Couvrir les soins préventifs est également à l’avantage de groupes tels que les compagnies d’assurance et les employeurs, a ajouté Sinaiko, car cela augmente les chances qu’une personne ait besoin de soins moins agressifs si son cancer est détecté tôt.
Mais pour l’instant, les experts conviennent que les gens devraient planifier ce qu’ils devraient faire s’ils avaient besoin d’un examen des seins de suivi. Ils peuvent appeler et demander à leur assureur de préciser ce qui est exactement couvert, a déclaré Kuntz, et ils voudront peut-être envisager de magasiner pour voir s’ils peuvent trouver une meilleure couverture pour ces tests de suivi, a ajouté Sinaiko. Les établissements de santé peuvent également avoir des conseillers financiers ou d’autres ressources dont les gens peuvent profiter, a déclaré le Dr Tevis.
Au-delà du niveau individuel, cependant, le véritable changement dans les coûts associés à l’imagerie mammaire de suivi peut devoir provenir d’un niveau supérieur. Cela pourrait inclure tout, des pressions législatives sur les compagnies d’assurance à la sensibilisation à l’importance d’assister à ces types de rendez-vous, conviennent les experts.

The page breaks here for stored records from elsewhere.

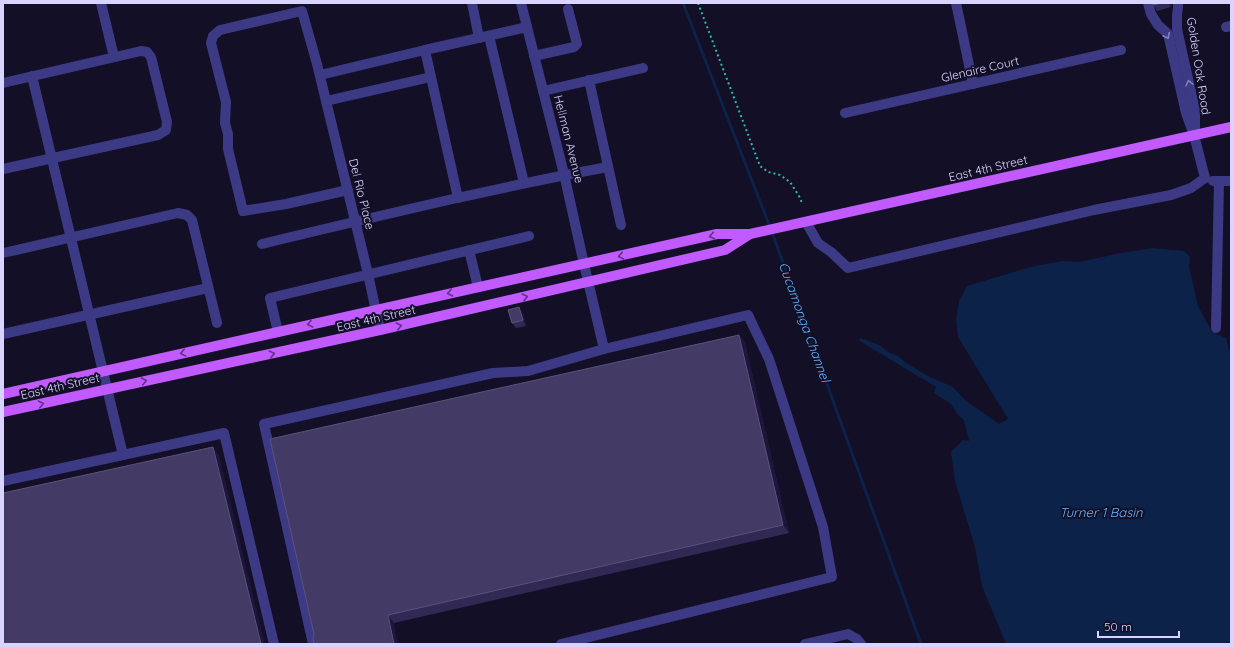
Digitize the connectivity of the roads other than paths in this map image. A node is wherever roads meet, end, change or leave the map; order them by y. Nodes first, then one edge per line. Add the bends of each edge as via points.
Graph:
1 (102, 3) edge
2 (472, 3) edge
3 (521, 3) edge
4 (956, 3) edge
5 (1148, 3) edge
6 (1178, 3) edge
7 (568, 9) dead end
8 (527, 27) junction
9 (484, 37) junction
10 (425, 50) junction
11 (1121, 50) dead end
12 (534, 56) junction
13 (114, 57) junction
14 (643, 68) dead end
15 (320, 75) junction
16 (32, 76) junction
17 (431, 77) junction
18 (589, 80) junction
19 (3, 83) edge
20 (973, 84) junction
21 (544, 91) junction
22 (326, 101) junction
23 (845, 113) dead end
24 (1231, 127) edge
25 (1194, 136) junction
26 (52, 158) junction
27 (608, 167) junction
28 (3, 169) edge
29 (564, 174) junction
30 (1205, 178) junction
31 (1231, 180) edge
32 (1219, 181) junction
33 (524, 183) junction
34 (348, 190) junction
35 (458, 198) junction
36 (356, 221) junction
37 (806, 222) junction
38 (621, 225) dead end
39 (750, 234) junction
40 (529, 236) dead end
41 (71, 238) junction
42 (262, 244) dead end
43 (469, 250) junction
44 (3, 253) edge
45 (584, 264) junction
46 (368, 274) junction
47 (588, 282) junction
48 (478, 287) junction
49 (208, 288) junction
50 (376, 310) junction
51 (89, 315) junction
52 (217, 323) dead end
53 (1216, 328) dead end
54 (380, 330) junction
55 (278, 332) junction
56 (3, 334) edge
57 (604, 348) junction
58 (102, 372) junction
59 (106, 389) junction
60 (3, 394) edge
61 (3, 412) edge
62 (123, 455) junction
63 (3, 481) edge
64 (274, 644) edge
65 (313, 644) edge
66 (561, 644) edge
67 (805, 644) edge
68 (861, 644) edge

1 - 13 street
2 - 9 street
3 - 8 street, Hellman Avenue
4 - 20 street
5 -> 25 street, Golden Oak Road via 1158,25 1168,34 1186,113
25 -> 6 street, Golden Oak Road via 1195,110 1177,29
7 - 12 street via 577,44 574,47
8 - 9 street
8 - 12 street, Hellman Avenue
9 - 10 street
9 - 33 street
10 - 15 street
10 - 17 street
11 - 20 street, Glenaire Court
12 - 21 street, Hellman Avenue
13 - 16 street
13 - 26 street via 141,51 147,52 151,57 167,122 166,130 158,135
14 - 18 street
15 - 22 street, Del Rio Place
15 - 34 street, Del Rio Place via 302,11 220,30 213,36 211,44 226,102 228,150 243,211
16 - 19 street
16 - 26 street
17 - 22 street
17 - 35 street
18 - 21 street
18 - 27 street
20 - 23 street, Glenaire Court
21 - 29 street, Hellman Avenue
22 - 34 street, Del Rio Place
24 - 25 main road, East 4th Street
25 - 30 street
25 - 37 main road, East 4th Street
26 - 28 street
26 - 41 street
27 - 29 street
27 - 38 street
29 - 33 street
29 - 45 street, Hellman Avenue
30 - 32 street
30 - 37 street via 1191,188 1172,195 1094,210 848,268 818,243
31 - 32 street
32 - 53 street
33 - 35 street
34 - 36 street, Del Rio Place
35 - 36 street
36 - 42 street
36 - 46 street, Del Rio Place
37 - 39 main road, East 4th Street
39 -> 45 main road, East 4th Street via 717,234
39 - 47 main road, East 4th Street via 725,250
40 - 43 street
41 - 44 street
41 - 49 street via 178,214 187,215 192,220
41 - 51 street
43 - 46 street
43 - 48 street
45 - 47 street, Hellman Avenue
45 - 48 main road, East 4th Street
46 - 50 street, Del Rio Place
46 - 55 street via 270,298
54 -> 47 main road, East 4th Street
47 - 57 street, Hellman Avenue
48 -> 50 main road, East 4th Street
49 - 51 street
49 - 52 street
50 - 54 street, Del Rio Place
50 -> 55 main road, East 4th Street
51 - 56 street
51 - 58 street
59 -> 54 main road, East 4th Street
55 -> 58 main road, East 4th Street
57 - 65 street via 528,372 493,373 264,424
57 - 66 street via 748,315 769,359 823,527 832,577
58 - 59 street
58 - 60 main road, East 4th Street
61 -> 59 main road, East 4th Street
59 - 62 street
62 - 63 street
62 - 64 street via 224,433
67 - 68 street via 848,634

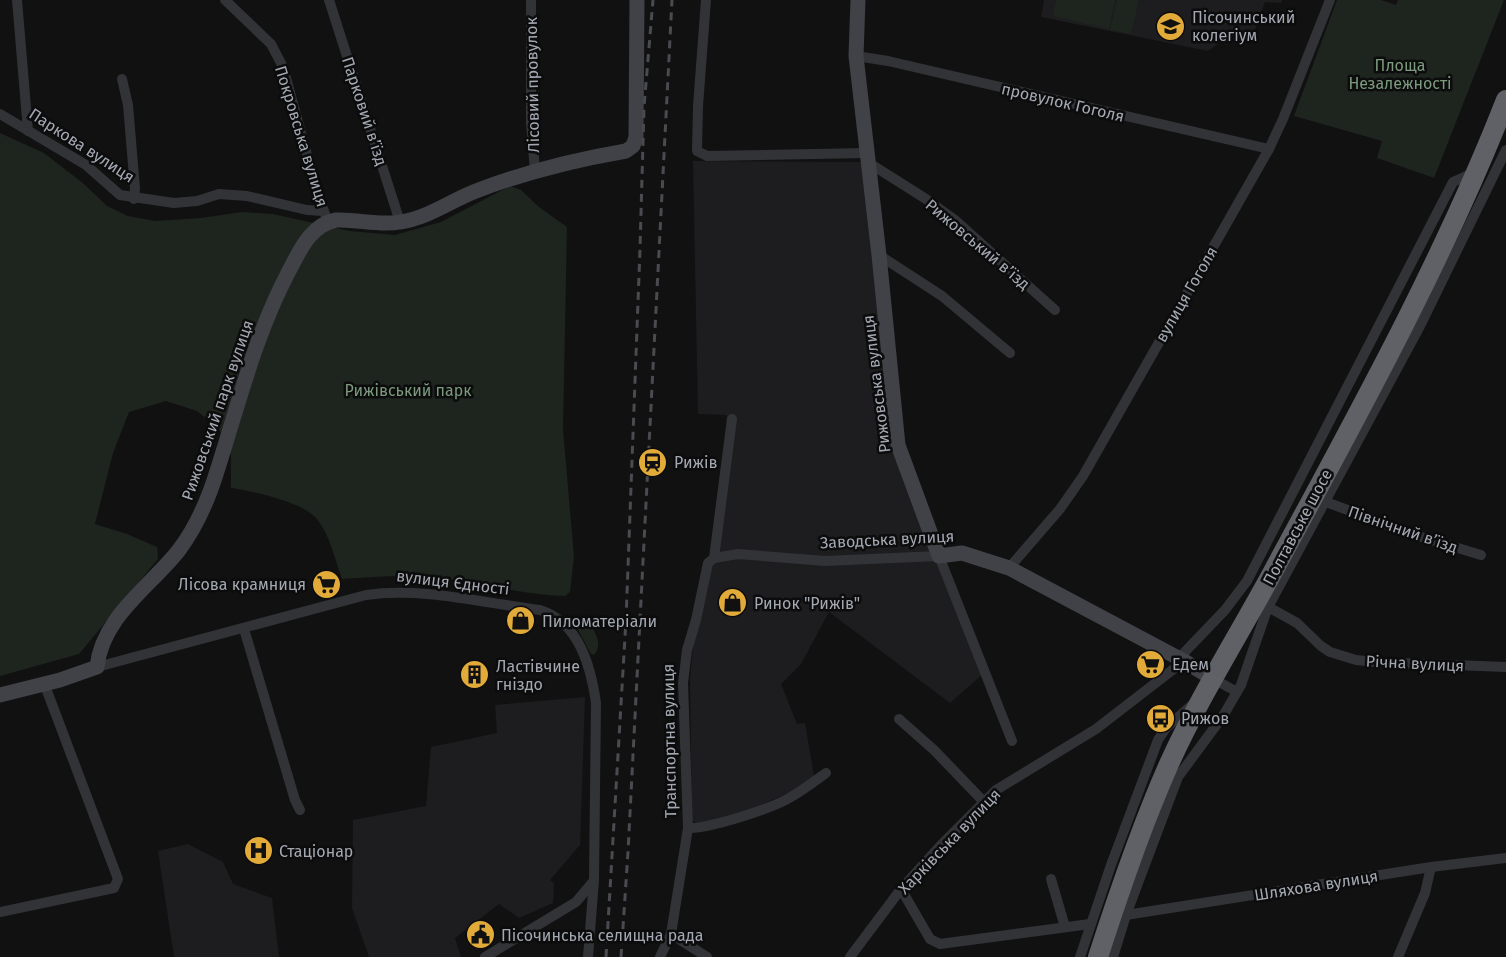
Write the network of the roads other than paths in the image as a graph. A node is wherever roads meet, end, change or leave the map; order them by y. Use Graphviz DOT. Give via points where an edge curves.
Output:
graph roads {
  1 [pos="17,0"];
  2 [pos="225,0"];
  3 [pos="329,0"];
  4 [pos="531,0"];
  5 [pos="637,0"];
  6 [pos="706,0"];
  7 [pos="858,0"];
  8 [pos="1330,0"];
  9 [pos="856,56"];
  10 [pos="122,79"];
  11 [pos="1506,100"];
  12 [pos="0,114"];
  13 [pos="28,130"];
  14 [pos="1269,149"];
  15 [pos="1506,150"];
  16 [pos="868,158"];
  17 [pos="535,171"];
  18 [pos="1475,172"];
  19 [pos="134,199"];
  20 [pos="326,216"];
  21 [pos="400,222"];
  22 [pos="879,255"];
  23 [pos="1055,310"];
  24 [pos="1010,353"];
  25 [pos="732,418"];
  26 [pos="1326,502"];
  27 [pos="1481,555"];
  28 [pos="939,556"];
  29 [pos="714,558"];
  30 [pos="1009,568"];
  31 [pos="1268,607"];
  32 [pos="244,629"];
  33 [pos="1182,660"];
  34 [pos="1506,667"];
  35 [pos="97,668"];
  36 [pos="1212,678"];
  37 [pos="44,683"];
  38 [pos="1237,692"];
  39 [pos="0,695"];
  40 [pos="1202,696"];
  41 [pos="899,719"];
  42 [pos="1011,741"];
  43 [pos="826,773"];
  44 [pos="984,802"];
  45 [pos="300,810"];
  46 [pos="688,828"];
  47 [pos="1506,858"];
  48 [pos="1431,867"];
  49 [pos="1051,879"];
  50 [pos="594,880"];
  51 [pos="901,889"];
  52 [pos="0,912"];
  53 [pos="1126,915"];
  54 [pos="1090,924"];
  55 [pos="1065,927"];
  56 [pos="671,934"];
  57 [pos="485,957"];
  58 [pos="588,957"];
  59 [pos="660,957"];
  60 [pos="706,957"];
  61 [pos="850,957"];
  62 [pos="1080,957"];
  63 [pos="1098,957"];
  64 [pos="1113,957"];
  65 [pos="1398,957"];
  1 -- 13 [label="street"];
  2 -- 20 [label="street, Покровська вулиця" via="271,44 283,68"];
  3 -- 21 [label="street, Парковий в’їзд"];
  4 -- 17 [label="street, Лісовий провулок"];
  5 -- 17 [label="street, Паркова вулиця" via="633,146 626,151"];
  6 -- 16 [label="street" via="697,151 707,156"];
  7 -- 9 [label="street, Рижовська вулиця"];
  8 -- 14 [label="street, вулиця Гоголя"];
  9 -- 14 [label="street, провулок Гоголя"];
  9 -- 16 [label="street, Рижовська вулиця"];
  10 -- 19 [label="street" via="128,105"];
  11 -- 18 [label="highway, Полтавське шосе"];
  12 -- 13 [label="street, Паркова вулиця"];
  13 -- 19 [label="street, Паркова вулиця" via="86,165 120,195"];
  14 -- 30 [label="street, вулиця Гоголя" via="1083,476"];
  15 -- 26 [label="street" via="1420,326"];
  16 -- 22 [label="street, Рижовська вулиця"];
  16 -- 23 [label="street, Рижовський в’їзд" via="955,220"];
  17 -- 21 [label="street, Паркова вулиця"];
  18 -- 33 [label="street, Харківська вулиця" via="1453,182 1247,580"];
  18 -- 36 [label="highway, Полтавське шосе" via="1384,363"];
  19 -- 20 [label="street, Паркова вулиця" via="174,203 219,194 247,196"];
  20 -- 21 [label="street, Паркова вулиця"];
  20 -- 35 [label="street, Рижовський парк вулиця" via="308,238 271,308 213,485 196,524 176,553 120,615 105,638"];
  22 -- 24 [label="street" via="942,297"];
  22 -- 28 [label="street, Рижовська вулиця" via="898,444"];
  25 -- 29 [label="street, Транспортна вулиця"];
  26 -- 27 [label="street, Північний в’їзд"];
  26 -- 31 [label="street"];
  28 -- 29 [label="street, Заводська вулиця" via="825,561 738,554"];
  28 -- 30 [label="street, Заводська вулиця" via="962,553"];
  28 -- 42 [label="street, Рижовська вулиця"];
  29 -- 46 [label="street, Транспортна вулиця" via="708,563 683,683"];
  30 -- 33 [label="street, Заводська вулиця"];
  31 -- 34 [label="street, Річна вулиця" via="1297,623 1330,652 1356,660"];
  31 -- 38 [label="street"];
  32 -- 35 [label="street, вулиця Єдності"];
  32 -- 45 [label="street"];
  32 -- 50 [label="street, вулиця Єдності" via="385,592 540,610 554,615 569,628 578,644 596,703"];
  33 -- 36 [label="street, Заводська вулиця"];
  33 -- 44 [label="street, Харківська вулиця" via="1096,729 1022,773"];
  35 -- 37 [label="street, вулиця Єдності"];
  36 -- 38 [label="street"];
  36 -- 40 [label="highway, Полтавське шосе"];
  37 -- 39 [label="street, вулиця Єдності"];
  37 -- 52 [label="street" via="118,879 114,888"];
  38 -- 53 [label="street" via="1178,777"];
  40 -- 54 [label="street" via="1158,740"];
  40 -- 63 [label="highway, Полтавське шосе" via="1138,837"];
  41 -- 44 [label="street"];
  43 -- 46 [label="street" via="780,802 716,824"];
  44 -- 51 [label="street, Харківська вулиця"];
  46 -- 56 [label="street, Транспортна вулиця"];
  47 -- 48 [label="street, Шляхова вулиця"];
  48 -- 53 [label="street, Шляхова вулиця"];
  48 -- 65 [label="street" via="1425,893"];
  49 -- 55 [label="street"];
  50 -- 57 [label="street" via="576,902"];
  50 -- 58 [label="street"];
  51 -- 55 [label="street" via="930,939 937,943"];
  51 -- 61 [label="street, Харківська вулиця"];
  53 -- 64 [label="street"];
  54 -- 55 [label="street"];
  54 -- 62 [label="street"];
  56 -- 59 [label="street, Транспортна вулиця"];
  56 -- 60 [label="street"];
}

Couvrir cette mammographie de dépistage initiale est un grand pas dans la bonne direction, mais les patientes doivent être en mesure de déterminer si elles ont un cancer du sein.
« Les gens deviennent de plus en plus conscients que, ‘Oh, c’est formidable que nous couvrons les tests de dépistage, mais nous devons également couvrir tous les tests de suivi' », a déclaré Kuntz. « Sinon, il n’y a pas d’efficacité—[there’s] aucun avantage à faire ce premier test si vous ne pouvez pas faire le suivi.